WHAT IS EXPECTED: Omit every picture while repeating the entries exactly.

>>>

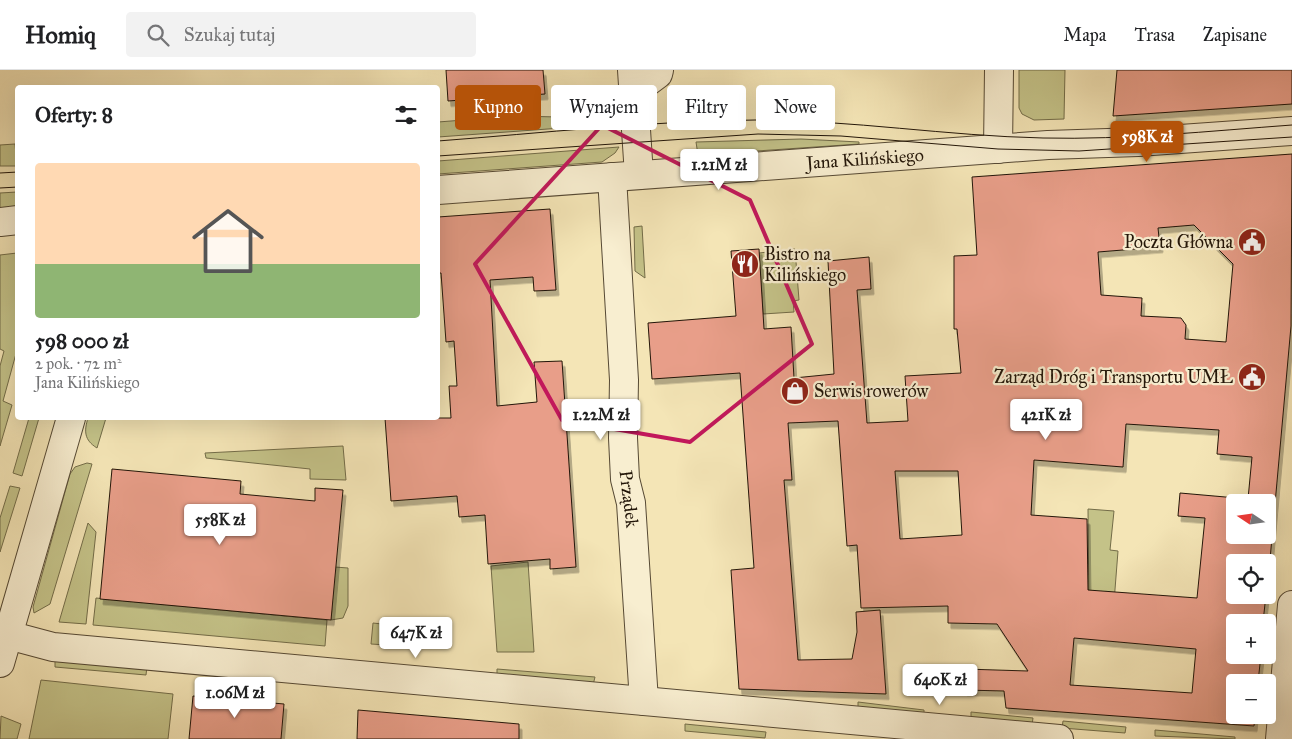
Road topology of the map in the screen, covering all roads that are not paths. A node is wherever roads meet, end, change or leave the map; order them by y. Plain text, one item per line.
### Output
1 (659, 70) edge
2 (999, 70) edge
3 (633, 81) edge
4 (1292, 131) edge
5 (998, 149) junction
6 (639, 175) junction
7 (612, 177) junction
8 (440, 190) edge
9 (15, 220) edge
10 (0, 222) edge
11 (70, 420) edge
12 (1292, 605) edge
13 (8, 635) junction
14 (0, 664) edge
15 (644, 701) junction
16 (816, 728) edge
17 (1059, 739) edge
18 (1280, 739) edge

1 - 3 street
2 - 5 street
3 - 6 street
4 - 5 street, Jana Kilińskiego
5 - 6 street, Jana Kilińskiego
6 - 7 street, Jana Kilińskiego
7 - 8 street, Jana Kilińskiego
7 - 15 street, Prządek
9 - 10 street
11 - 13 street
12 - 18 street
13 - 14 street
13 - 15 street
15 - 16 street
16 - 17 street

<<<

OUTPUT FOR THIS EXERCISE:
Road topology of the map in the screen, covering all roads that are not paths. A node is wherever roads meet, end, change or leave the map; order them by y. Plain text, one item per line.
### Output
1 (659, 70) edge
2 (999, 70) edge
3 (633, 81) edge
4 (1292, 131) edge
5 (998, 149) junction
6 (639, 175) junction
7 (612, 177) junction
8 (440, 190) edge
9 (15, 220) edge
10 (0, 222) edge
11 (70, 420) edge
12 (1292, 605) edge
13 (8, 635) junction
14 (0, 664) edge
15 (644, 701) junction
16 (816, 728) edge
17 (1059, 739) edge
18 (1280, 739) edge

1 - 3 street
2 - 5 street
3 - 6 street
4 - 5 street, Jana Kilińskiego
5 - 6 street, Jana Kilińskiego
6 - 7 street, Jana Kilińskiego
7 - 8 street, Jana Kilińskiego
7 - 15 street, Prządek
9 - 10 street
11 - 13 street
12 - 18 street
13 - 14 street
13 - 15 street
15 - 16 street
16 - 17 street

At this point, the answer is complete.